No governo petista se faz um dos maiores financiamentos do Banco Nacional de Desenvolvimento Econômico e Social (BNDES) para, com recursos públicos, se criar a maior empresa de bife do mundo - JBS. Ainda hoje não se conhece uma análise de custos e benefícios do uso de recursos públicos para tal propósito, a não ser mostrar a expansão de um agronegócio insustentável no país, com financiamentos públicos a grandes frigoríficos.
No governo Bolsonaro a devastação parece ser maior, com o agronegócio nacional e internacional acumulando riqueza às custas da biodiversidade. Os investidores do boi têm conseguido mudanças da legislação para evitar medidas de proteção ambiental e outros programas contra o trabalho forçado. O poder do boi expandiu o trabalho escravo no país. Vale registrar ainda as grandes queimadas na região no atual governo.

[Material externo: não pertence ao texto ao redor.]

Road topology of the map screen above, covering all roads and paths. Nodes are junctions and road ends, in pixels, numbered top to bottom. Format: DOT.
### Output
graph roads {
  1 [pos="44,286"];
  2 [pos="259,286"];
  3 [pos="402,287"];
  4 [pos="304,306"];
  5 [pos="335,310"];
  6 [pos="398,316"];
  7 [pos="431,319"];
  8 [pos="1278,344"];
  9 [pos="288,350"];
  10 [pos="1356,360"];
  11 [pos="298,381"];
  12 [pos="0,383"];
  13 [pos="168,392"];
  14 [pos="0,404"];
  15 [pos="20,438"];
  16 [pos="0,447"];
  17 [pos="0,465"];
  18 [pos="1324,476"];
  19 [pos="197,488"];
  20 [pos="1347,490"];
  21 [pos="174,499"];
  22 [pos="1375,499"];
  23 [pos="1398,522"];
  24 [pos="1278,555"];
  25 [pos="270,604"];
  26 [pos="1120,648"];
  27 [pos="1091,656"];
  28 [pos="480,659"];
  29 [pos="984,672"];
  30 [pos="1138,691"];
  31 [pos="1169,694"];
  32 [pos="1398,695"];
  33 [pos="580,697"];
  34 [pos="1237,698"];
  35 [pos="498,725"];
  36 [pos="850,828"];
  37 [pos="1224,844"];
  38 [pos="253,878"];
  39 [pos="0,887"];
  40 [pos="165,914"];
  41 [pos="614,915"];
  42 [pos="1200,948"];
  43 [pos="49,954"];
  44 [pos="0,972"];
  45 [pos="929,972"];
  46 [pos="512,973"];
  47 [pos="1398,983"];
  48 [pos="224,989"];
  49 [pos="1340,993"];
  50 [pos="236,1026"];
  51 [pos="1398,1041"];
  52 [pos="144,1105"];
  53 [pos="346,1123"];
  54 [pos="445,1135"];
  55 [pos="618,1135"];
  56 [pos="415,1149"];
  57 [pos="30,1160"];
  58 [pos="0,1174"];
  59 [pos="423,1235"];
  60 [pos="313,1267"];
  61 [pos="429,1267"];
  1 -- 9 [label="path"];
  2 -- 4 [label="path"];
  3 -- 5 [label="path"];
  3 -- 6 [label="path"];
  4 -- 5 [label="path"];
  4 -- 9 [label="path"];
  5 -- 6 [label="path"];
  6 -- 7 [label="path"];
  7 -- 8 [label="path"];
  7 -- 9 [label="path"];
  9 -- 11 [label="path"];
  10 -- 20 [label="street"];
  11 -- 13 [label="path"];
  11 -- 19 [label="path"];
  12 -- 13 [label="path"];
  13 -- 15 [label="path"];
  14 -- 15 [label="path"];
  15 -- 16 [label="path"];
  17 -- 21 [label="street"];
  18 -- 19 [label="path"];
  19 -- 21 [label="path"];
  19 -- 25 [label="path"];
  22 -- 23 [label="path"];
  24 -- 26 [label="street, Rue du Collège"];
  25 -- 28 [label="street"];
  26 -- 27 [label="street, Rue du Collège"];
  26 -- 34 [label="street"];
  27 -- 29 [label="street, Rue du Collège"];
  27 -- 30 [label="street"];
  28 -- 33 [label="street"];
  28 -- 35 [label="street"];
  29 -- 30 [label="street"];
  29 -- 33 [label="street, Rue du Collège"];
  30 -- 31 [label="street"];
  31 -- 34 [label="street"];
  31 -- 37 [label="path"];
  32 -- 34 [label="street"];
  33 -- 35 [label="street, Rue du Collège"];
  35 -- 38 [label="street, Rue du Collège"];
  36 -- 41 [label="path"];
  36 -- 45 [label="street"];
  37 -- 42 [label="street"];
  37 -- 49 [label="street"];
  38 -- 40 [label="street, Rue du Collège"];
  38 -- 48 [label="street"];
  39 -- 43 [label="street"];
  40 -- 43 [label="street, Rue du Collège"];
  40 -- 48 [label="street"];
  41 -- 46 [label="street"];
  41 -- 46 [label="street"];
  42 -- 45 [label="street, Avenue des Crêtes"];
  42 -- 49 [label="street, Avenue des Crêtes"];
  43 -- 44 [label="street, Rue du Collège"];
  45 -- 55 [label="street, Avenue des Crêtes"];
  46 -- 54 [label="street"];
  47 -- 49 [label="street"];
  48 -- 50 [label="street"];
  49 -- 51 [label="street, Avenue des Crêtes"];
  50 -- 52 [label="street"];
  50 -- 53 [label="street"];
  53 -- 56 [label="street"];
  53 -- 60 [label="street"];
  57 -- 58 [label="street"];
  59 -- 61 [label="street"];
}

Depois de analisar milhares de cargas, faturas e imagens de satélites das fazendas de gado, o Jornal Washington Post identificou que a JBS ainda não se separou das ligações com o desmatamento ilegal. A destruição da floresta é escondida por trás de uma longa e sofisticada cadeia de suprimentos, que se conecta diretamente com fazendas desmatadas ilegalmente e outras acusadas de infrações ambientais até às fábricas autorizadas pelo governo dos Estados Unidos para exportar bife. Diversos fazendeiros a quem a JBS comprou bois eram reconhecidos e denunciados por autoridades por estarem entre os mais destrutivos atores na região, responsáveis pelo desmatamento ilegal. Pelas imagens de satélites, todos violando a lei brasileira.
Apesar de sua defesa de preservação da Amazônia, o Presidente Biden não parece ter poder para mudar a legislação e influenciar as agencias que inspecionam o serviço de compra e exportação de bife para os Estados Unidos. Para estas agências, eles não determinam se os bois são de origem de áreas que estão sendo desmatadas. Para o IBAMA, o controle ambiental da cadeia de suprimentos de bife deveria ser rigoroso e esta discussão vem sendo feita há mais de 30 anos, mas nada acontece. Estranho.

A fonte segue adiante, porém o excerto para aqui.